> _Exercise description_
Could you copy every record below exactly, leaving out the pictures?

Collected data entries:
■ ■ ■

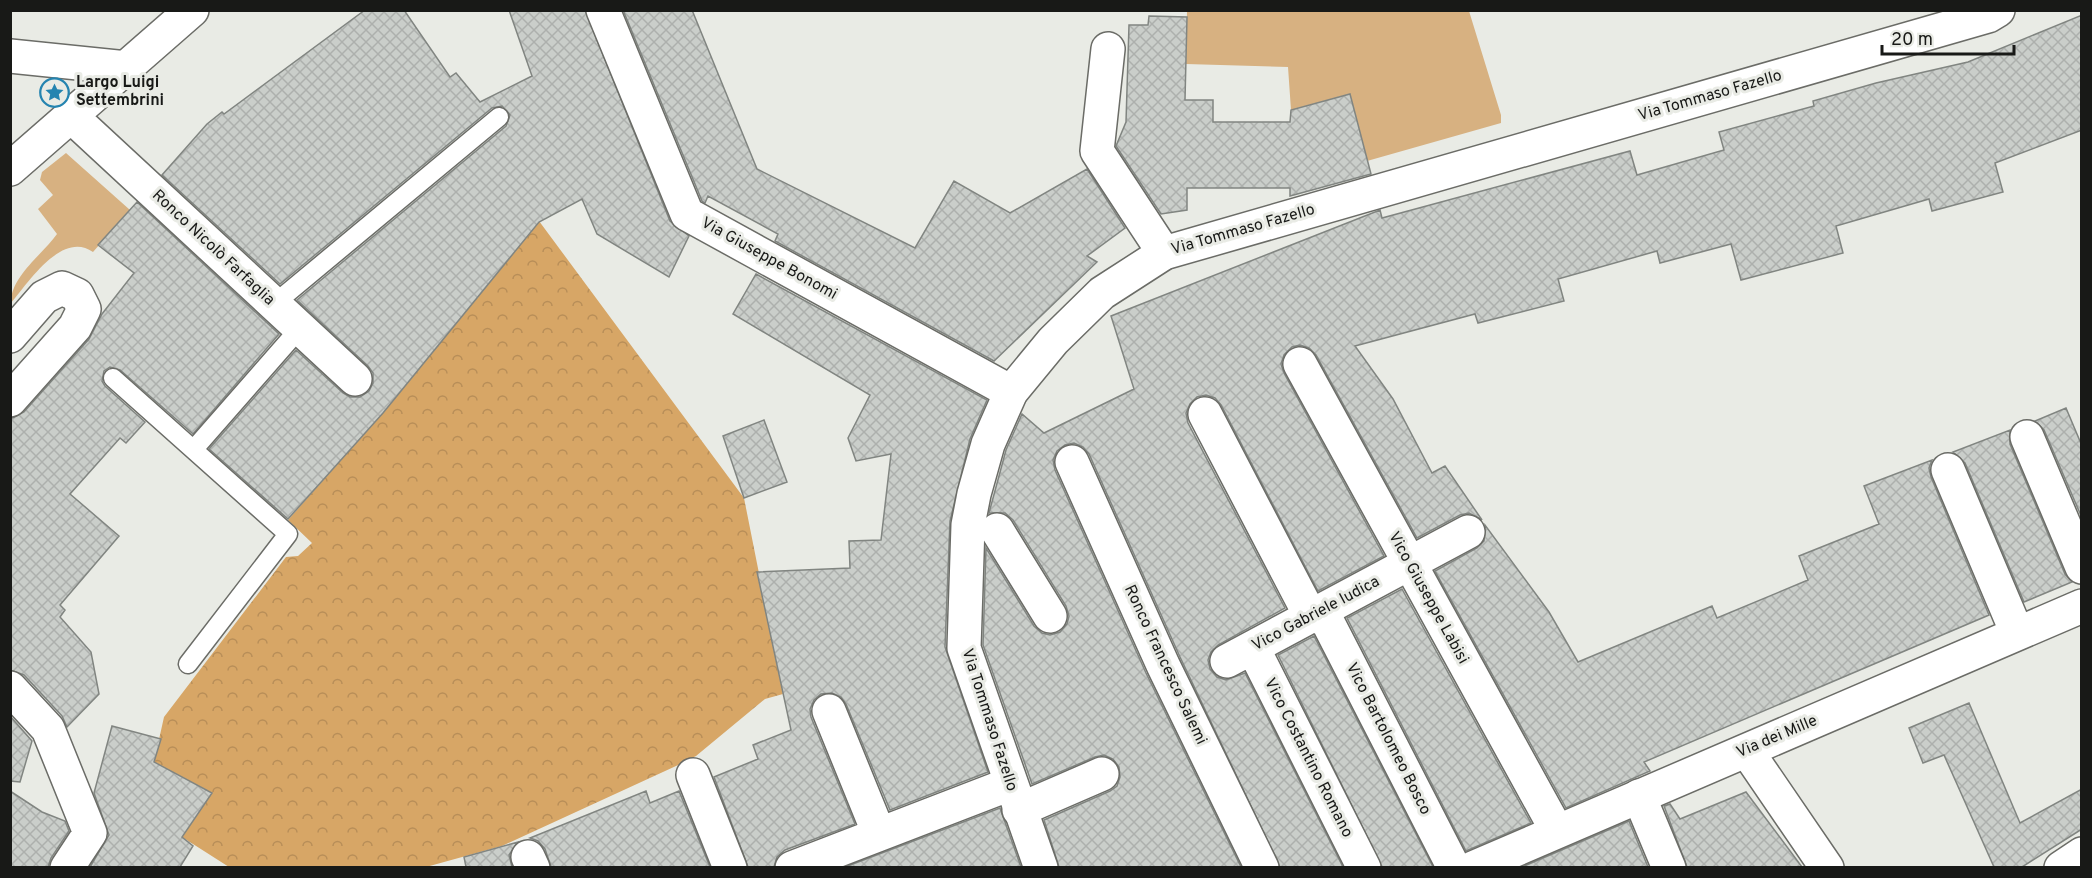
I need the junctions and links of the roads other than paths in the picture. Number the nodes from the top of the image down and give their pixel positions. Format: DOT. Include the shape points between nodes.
graph roads {
  1 [pos="192,10"];
  2 [pos="603,10"];
  3 [pos="1998,10"];
  4 [pos="1107,49"];
  5 [pos="10,56"];
  6 [pos="127,68"];
  7 [pos="71,116"];
  8 [pos="499,117"];
  9 [pos="10,169"];
  10 [pos="1164,253"];
  11 [pos="274,304"];
  12 [pos="300,328"];
  13 [pos="10,336"];
  14 [pos="1300,364"];
  15 [pos="113,378"];
  16 [pos="355,379"];
  17 [pos="1011,392"];
  18 [pos="10,400"];
  19 [pos="1205,414"];
  20 [pos="2027,437"];
  21 [pos="194,449"];
  22 [pos="1072,462"];
  23 [pos="1948,470"];
  24 [pos="997,530"];
  25 [pos="1468,532"];
  26 [pos="1408,564"];
  27 [pos="2082,567"];
  28 [pos="2082,606"];
  29 [pos="1317,614"];
  30 [pos="1050,616"];
  31 [pos="2017,633"];
  32 [pos="1240,655"];
  33 [pos="188,664"];
  34 [pos="10,688"];
  35 [pos="829,711"];
  36 [pos="1747,751"];
  37 [pos="1102,774"];
  38 [pos="693,775"];
  39 [pos="1639,796"];
  40 [pos="1015,797"];
  41 [pos="1557,831"];
  42 [pos="879,834"];
  43 [pos="2082,854"];
  44 [pos="1519,858"];
  45 [pos="67,867"];
  46 [pos="730,867"];
  47 [pos="792,867"];
  48 [pos="1041,867"];
  49 [pos="1262,867"];
  50 [pos="1364,867"];
  51 [pos="1454,867"];
  52 [pos="1473,867"];
  53 [pos="1669,867"];
  54 [pos="1827,867"];
  55 [pos="2061,867"];
  1 -- 6 [label="street"];
  2 -- 17 [label="street, Via Giuseppe Bonomi" via="687,214"];
  3 -- 10 [label="street, Via Tommaso Fazello"];
  4 -- 10 [label="street" via="1097,151"];
  5 -- 6 [label="street"];
  6 -- 7 [label="street"];
  7 -- 9 [label="street"];
  7 -- 11 [label="street, Ronco Nicolò Farfaglia"];
  8 -- 11 [label="lane"];
  10 -- 17 [label="street, Via Tommaso Fazello" via="1102,294 1053,341"];
  11 -- 12 [label="street, Ronco Nicolò Farfaglia"];
  12 -- 16 [label="street, Ronco Nicolò Farfaglia"];
  12 -- 21 [label="lane"];
  13 -- 18 [label="street" via="44,297 62,288 77,295 84,309 75,327"];
  14 -- 26 [label="street, Vico Giuseppe Labisi"];
  15 -- 21 [label="lane"];
  17 -- 40 [label="street, Via Tommaso Fazello" via="988,444 968,525 964,648"];
  19 -- 29 [label="street, Vico Bartolomeo Bosco"];
  20 -- 27 [label="street"];
  21 -- 33 [label="lane" via="288,534"];
  22 -- 49 [label="street, Ronco Francesco Salemi" via="1163,665"];
  23 -- 31 [label="street"];
  24 -- 30 [label="street"];
  25 -- 26 [label="street, Vico Gabriele Iudica"];
  26 -- 29 [label="street, Vico Gabriele Iudica"];
  26 -- 41 [label="street, Vico Giuseppe Labisi"];
  28 -- 31 [label="street, Via dei Mille"];
  29 -- 32 [label="street, Vico Gabriele Iudica"];
  29 -- 51 [label="street, Vico Bartolomeo Bosco"];
  31 -- 36 [label="street, Via dei Mille"];
  32 -- 50 [label="street, Vico Costantino Romano"];
  34 -- 45 [label="street" via="48,729 90,834"];
  35 -- 42 [label="street"];
  36 -- 39 [label="street, Via dei Mille"];
  36 -- 54 [label="street"];
  37 -- 40 [label="street"];
  38 -- 46 [label="street"];
  39 -- 41 [label="street, Via dei Mille"];
  39 -- 53 [label="street"];
  40 -- 42 [label="street"];
  40 -- 48 [label="street, Via Tommaso Fazello"];
  41 -- 44 [label="street, Via dei Mille"];
  42 -- 47 [label="street"];
  43 -- 55 [label="street"];
  44 -- 52 [label="street, Via dei Mille"];
}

■ ■ ■

> _Task response_
I need the junctions and links of the roads other than paths in the picture. Number the nodes from the top of the image down and give their pixel positions. Format: DOT. Include the shape points between nodes.
graph roads {
  1 [pos="192,10"];
  2 [pos="603,10"];
  3 [pos="1998,10"];
  4 [pos="1107,49"];
  5 [pos="10,56"];
  6 [pos="127,68"];
  7 [pos="71,116"];
  8 [pos="499,117"];
  9 [pos="10,169"];
  10 [pos="1164,253"];
  11 [pos="274,304"];
  12 [pos="300,328"];
  13 [pos="10,336"];
  14 [pos="1300,364"];
  15 [pos="113,378"];
  16 [pos="355,379"];
  17 [pos="1011,392"];
  18 [pos="10,400"];
  19 [pos="1205,414"];
  20 [pos="2027,437"];
  21 [pos="194,449"];
  22 [pos="1072,462"];
  23 [pos="1948,470"];
  24 [pos="997,530"];
  25 [pos="1468,532"];
  26 [pos="1408,564"];
  27 [pos="2082,567"];
  28 [pos="2082,606"];
  29 [pos="1317,614"];
  30 [pos="1050,616"];
  31 [pos="2017,633"];
  32 [pos="1240,655"];
  33 [pos="188,664"];
  34 [pos="10,688"];
  35 [pos="829,711"];
  36 [pos="1747,751"];
  37 [pos="1102,774"];
  38 [pos="693,775"];
  39 [pos="1639,796"];
  40 [pos="1015,797"];
  41 [pos="1557,831"];
  42 [pos="879,834"];
  43 [pos="2082,854"];
  44 [pos="1519,858"];
  45 [pos="67,867"];
  46 [pos="730,867"];
  47 [pos="792,867"];
  48 [pos="1041,867"];
  49 [pos="1262,867"];
  50 [pos="1364,867"];
  51 [pos="1454,867"];
  52 [pos="1473,867"];
  53 [pos="1669,867"];
  54 [pos="1827,867"];
  55 [pos="2061,867"];
  1 -- 6 [label="street"];
  2 -- 17 [label="street, Via Giuseppe Bonomi" via="687,214"];
  3 -- 10 [label="street, Via Tommaso Fazello"];
  4 -- 10 [label="street" via="1097,151"];
  5 -- 6 [label="street"];
  6 -- 7 [label="street"];
  7 -- 9 [label="street"];
  7 -- 11 [label="street, Ronco Nicolò Farfaglia"];
  8 -- 11 [label="lane"];
  10 -- 17 [label="street, Via Tommaso Fazello" via="1102,294 1053,341"];
  11 -- 12 [label="street, Ronco Nicolò Farfaglia"];
  12 -- 16 [label="street, Ronco Nicolò Farfaglia"];
  12 -- 21 [label="lane"];
  13 -- 18 [label="street" via="44,297 62,288 77,295 84,309 75,327"];
  14 -- 26 [label="street, Vico Giuseppe Labisi"];
  15 -- 21 [label="lane"];
  17 -- 40 [label="street, Via Tommaso Fazello" via="988,444 968,525 964,648"];
  19 -- 29 [label="street, Vico Bartolomeo Bosco"];
  20 -- 27 [label="street"];
  21 -- 33 [label="lane" via="288,534"];
  22 -- 49 [label="street, Ronco Francesco Salemi" via="1163,665"];
  23 -- 31 [label="street"];
  24 -- 30 [label="street"];
  25 -- 26 [label="street, Vico Gabriele Iudica"];
  26 -- 29 [label="street, Vico Gabriele Iudica"];
  26 -- 41 [label="street, Vico Giuseppe Labisi"];
  28 -- 31 [label="street, Via dei Mille"];
  29 -- 32 [label="street, Vico Gabriele Iudica"];
  29 -- 51 [label="street, Vico Bartolomeo Bosco"];
  31 -- 36 [label="street, Via dei Mille"];
  32 -- 50 [label="street, Vico Costantino Romano"];
  34 -- 45 [label="street" via="48,729 90,834"];
  35 -- 42 [label="street"];
  36 -- 39 [label="street, Via dei Mille"];
  36 -- 54 [label="street"];
  37 -- 40 [label="street"];
  38 -- 46 [label="street"];
  39 -- 41 [label="street, Via dei Mille"];
  39 -- 53 [label="street"];
  40 -- 42 [label="street"];
  40 -- 48 [label="street, Via Tommaso Fazello"];
  41 -- 44 [label="street, Via dei Mille"];
  42 -- 47 [label="street"];
  43 -- 55 [label="street"];
  44 -- 52 [label="street, Via dei Mille"];
}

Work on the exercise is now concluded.